Di solito è composto da due o tre metri di nylon super dello 0,20-0,25.
Al termine del filo si ferma un amo cromato Krystal diritto del numero 10 e subito sopra questo, si legano quattro e cinque piumette bianche di marabù o di gallinaceo lunghe tre o quattro centimetri, in modo che l’amo si trovi coperto dalle estremità di queste, risultando invisibile.
Per la tecnica, da ogni canna si calano in mare 30 metri di filo, mentre la barca procede alla velocità regolata sul minimo di un motore fuoribordo da 3/4 cv. Quando l’aguglia abbocca, si rallenta l’andatura e si comincia a recuperare, senza tenere conto delle evoluzioni e dei salti in aria del pesce allamato. A volte l’attacco fallisce, proprio per la forma a becco della bocca dell’aguglia la quale, sotto la piuma, avverte il ferro dell’amo e non ingoia il boccone. Conviene perciò innescare l’amo piumato con una strisciolina lunga tre o quattro centimetri di seppia o calamaro, presentando così un’esca mista, che incita l’aguglia a ripetere gli attacchi fino a che non rimane allamata.
Per richiamare i pesci in superficie e trattenerveli, sarà utile brumeggiare il tratto di mare dove si notano i banchi delle aguglie con sardine finemente sminuzzate (in vendita nei negozi di pesca in appositi sacchetti a rete). Quando le toccate cominciano a rarefarsi, conviene effettuare un’ampia virata a passare con le traine di nuovo sulla zona brumeggiata, continuando nell’azione fintanto che i pesci non cessano del tutto i loro attacchi alle esche.
Come Scegliere il Monofilo
Nella traina costiera la giusta scelta del diametro del monofilo utilizzato per la costruzione del terminale, determina spesso la riuscita o meno della battuta in pesca. Vediamo perché.
La traina che, a partire da questo periodo fino ad arrivare ad autunno inoltrato viene praticata a breve distanza dalla costa, è condizionata da un fattore pressoché comune in tutta la penisola: l’acqua relativamente poco profonda e quindi trasparente e limpida.
Tutto ciò può causare un impedimento e di conseguenza riveste una grande importanza la scelta del filo che, se non oculata, può essere un “allarme” per i predatori.
La lenza madre a seconda del libbraggio della canna e del mulinello in uso, può variare dallo 0,18 allo 0,40. E’ importante valutare che, più una lenza è sottile e maggiore sarà la facilità di affondamento, dato che opporrà una minor resistenza all’acqua.
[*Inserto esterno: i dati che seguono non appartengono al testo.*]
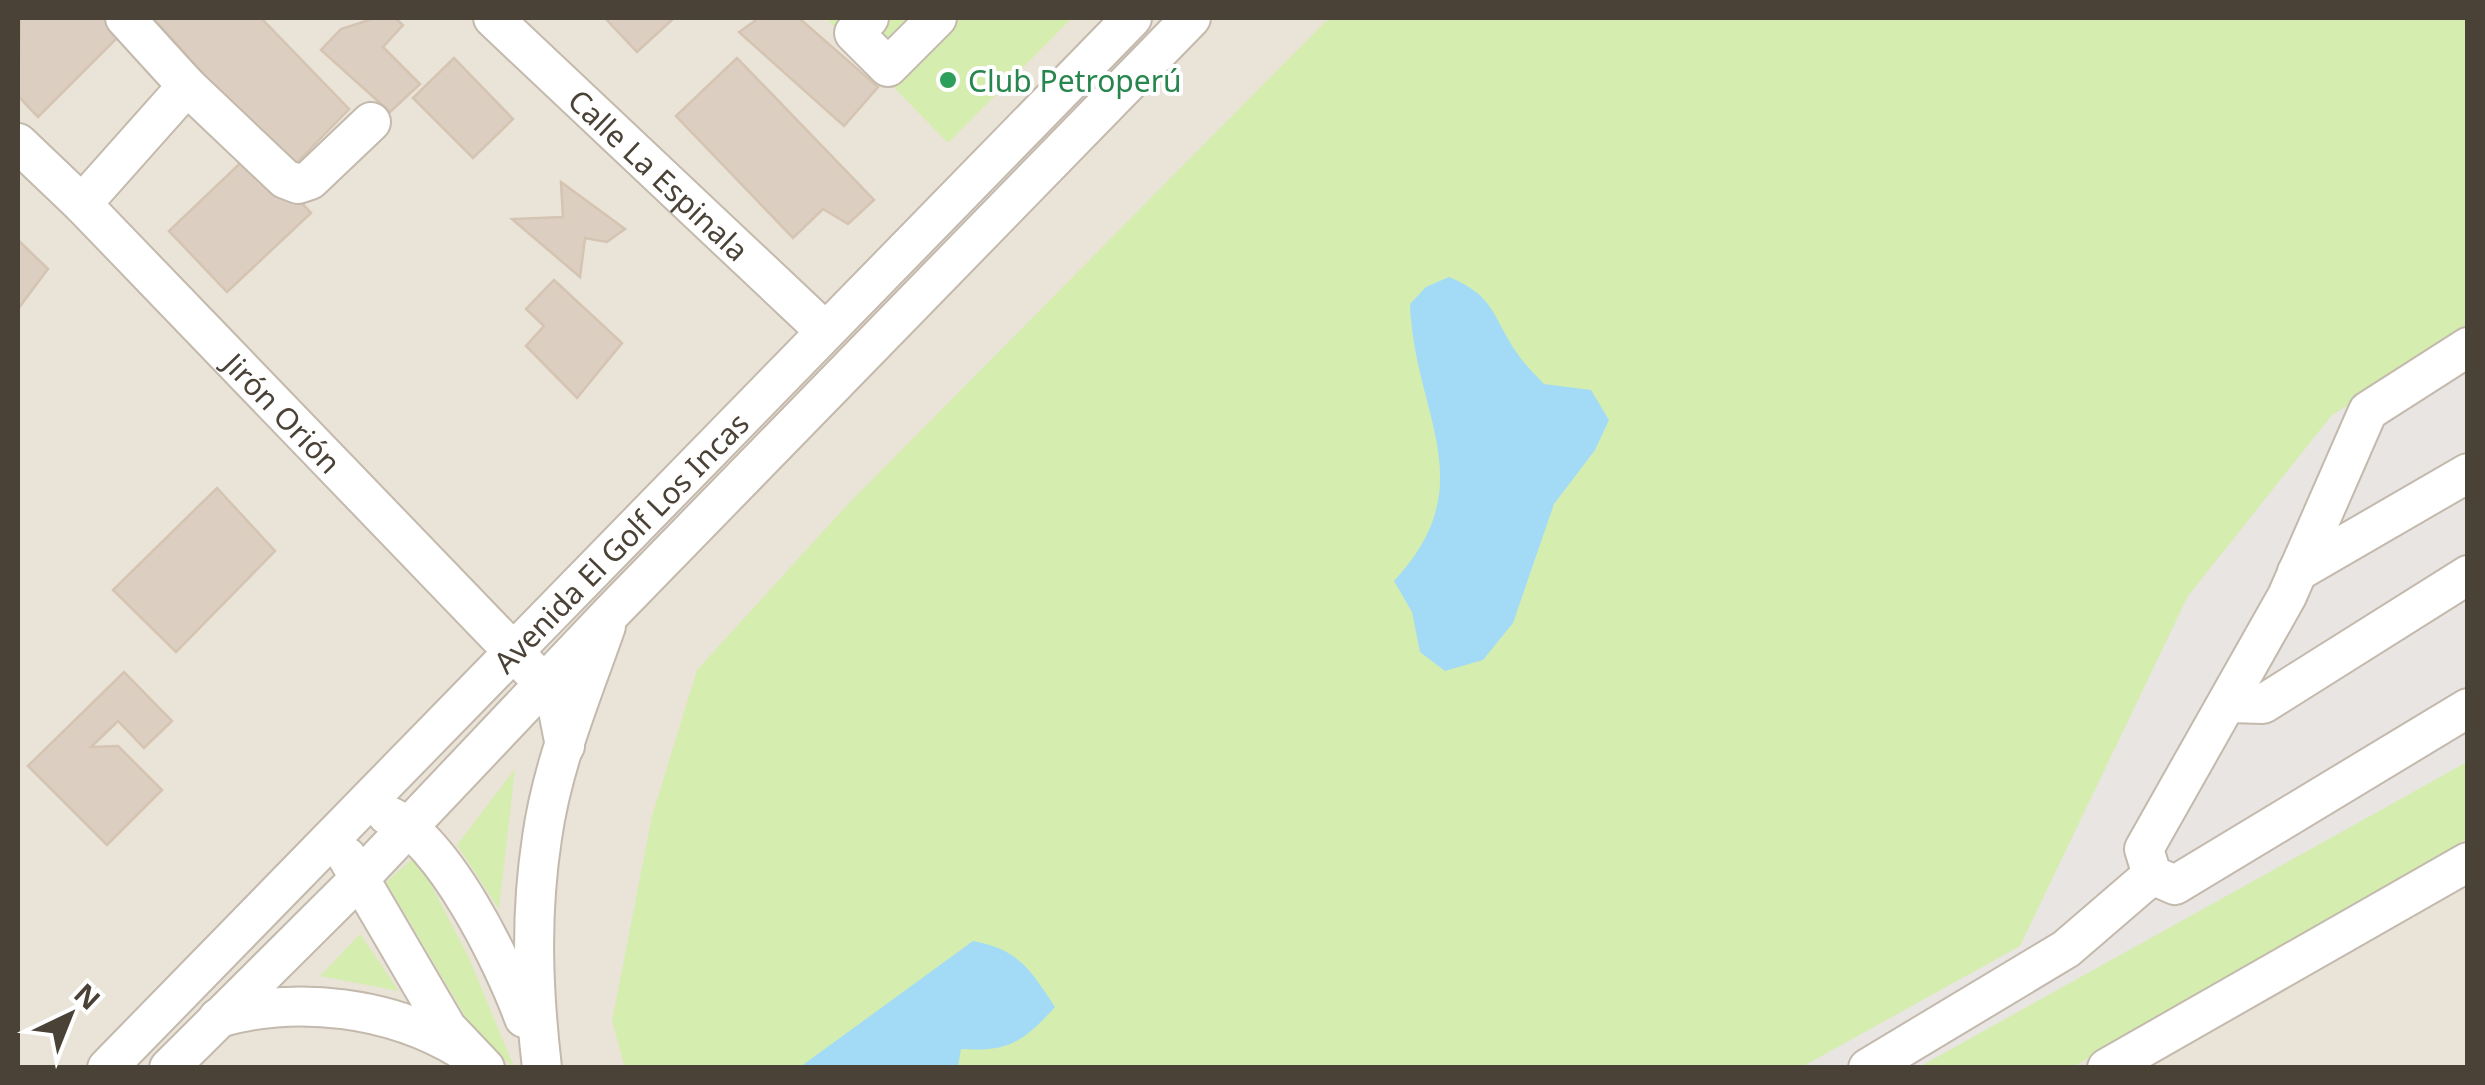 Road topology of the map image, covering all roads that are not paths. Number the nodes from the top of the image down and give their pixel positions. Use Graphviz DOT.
graph roads {
  1 [pos="125,18"];
  2 [pos="493,18"];
  3 [pos="869,18"];
  4 [pos="937,18"];
  5 [pos="1191,18"];
  6 [pos="1110,25"];
  7 [pos="187,86"];
  8 [pos="371,122"];
  9 [pos="18,143"];
  10 [pos="82,204"];
  11 [pos="825,331"];
  12 [pos="2468,347"];
  13 [pos="2468,472"];
  14 [pos="2297,572"];
  15 [pos="2468,575"];
  16 [pos="611,612"];
  17 [pos="511,648"];
  18 [pos="544,683"];
  19 [pos="2229,703"];
  20 [pos="2468,708"];
  21 [pos="565,746"];
  22 [pos="351,819"];
  23 [pos="408,826"];
  24 [pos="2468,862"];
  25 [pos="2152,875"];
  26 [pos="359,879"];
  27 [pos="218,1018"];
  28 [pos="477,1061"];
  29 [pos="107,1068"];
  30 [pos="169,1068"];
  31 [pos="542,1068"];
  32 [pos="1868,1068"];
  33 [pos="2108,1068"];
  1 -- 7 [label="street"];
  2 -- 11 [label="street, Calle La Espinala"];
  3 -- 4 [label="street"];
  5 -- 16 [label="street, Avenida El Golf Los Incas"];
  6 -- 11 [label="street, Avenida El Golf Los Incas"];
  7 -- 8 [label="street"];
  7 -- 10 [label="street"];
  9 -- 10 [label="street, Jirón Orión"];
  10 -- 17 [label="street, Jirón Orión"];
  11 -- 17 [label="street, Avenida El Golf Los Incas"];
  12 -- 14 [label="street"];
  13 -- 14 [label="street"];
  14 -- 19 [label="street"];
  15 -- 19 [label="street"];
  16 -- 18 [label="street, Avenida El Golf Los Incas"];
  16 -- 21 [label="street"];
  17 -- 18 [label="street, Jirón Orión"];
  17 -- 22 [label="street, Avenida El Golf Los Incas"];
  18 -- 21 [label="street"];
  18 -- 23 [label="street, Avenida El Golf Los Incas"];
  19 -- 25 [label="street"];
  20 -- 25 [label="street"];
  21 -- 31 [label="street"];
  22 -- 23 [label="street"];
  22 -- 26 [label="street"];
  22 -- 29 [label="street, Avenida El Golf Los Incas"];
  23 -- 26 [label="street, Avenida El Golf Los Incas"];
  23 -- 31 [label="street"];
  24 -- 33 [label="street"];
  25 -- 32 [label="street"];
  26 -- 27 [label="street, Avenida El Golf Los Incas"];
  26 -- 28 [label="street"];
  27 -- 28 [label="street"];
  27 -- 30 [label="street, Avenida El Golf Los Incas"];
}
Inoltre, sarà anche meno visibile e permetterà l’uso di terminali più corti.
In contropartita, usando piombature vicine ai tre etti è preferibile optare per lenze madri di diametro più consistente, in grado di resistere meglio ad una forte trazione.
Collegamenti
Come in tutte le tecniche di pesca, anche nella traina c’è l’esigenza di collegare due fili: lenza madre e terminale. Nel contesto della nostra tecnica sportiva, il collegamento -che sarà poi una girella con o senza moschettone- aiuta a risolvere l’handicap delle esche trainate.
Infatti, senza girelle, le esche vive o morte che siano tendono a ruotare su se stesse, sia che si traini oltre i tre nodi, sia a scarroccio. Conseguentemente non ci resta che legare una girella sulla lenza che risolverà almeno in parte il problema dell’attrito che si forma in acqua a causa dall’azione di pesca stessa. Come sappiamo, la tecnica prevede una cospicua fuoriuscita di monofilo in mare che determinerà la distanza d’azione.
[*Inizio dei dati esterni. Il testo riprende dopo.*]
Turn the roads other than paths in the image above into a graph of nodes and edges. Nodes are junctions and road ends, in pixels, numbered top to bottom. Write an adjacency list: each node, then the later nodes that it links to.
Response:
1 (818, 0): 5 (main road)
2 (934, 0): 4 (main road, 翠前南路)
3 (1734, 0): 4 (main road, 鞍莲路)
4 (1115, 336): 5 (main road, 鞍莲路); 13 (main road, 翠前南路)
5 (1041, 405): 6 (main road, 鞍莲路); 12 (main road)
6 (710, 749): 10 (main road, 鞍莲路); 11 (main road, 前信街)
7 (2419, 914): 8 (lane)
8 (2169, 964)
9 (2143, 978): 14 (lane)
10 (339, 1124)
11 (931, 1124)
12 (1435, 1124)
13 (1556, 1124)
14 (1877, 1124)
A causa della pesantezza dell’esca, il terminale tende, come detto, ad arrotolarsi su se stesso creando un caos indescrivibile e obbligando spesso, a tagliare tutto e a ricominciare da capo.
Le girelle più idonee nella traina costiera, devono essere di ridotte dimensioni, in maniera tale da potere scorrere agevolmente attraverso i passanti della canna e arrivare così al terminale.
In vendita ci sono modelli con cuscinetti che garantiscono oltre alla resistenza anche una grande affidabilità. Fra queste le Sampo e le Mustad a barilotto centrale e anelli. Quest’ultime risultano economiche e di giuste dimensioni. Nei casi in cui la girella disti da un metro a un metro e mezzo dall’esca, è possibile utilizzarne una qualsiasi -ma ovviamente di qualità garantita- con cuscinetti a sfera e con moschettone.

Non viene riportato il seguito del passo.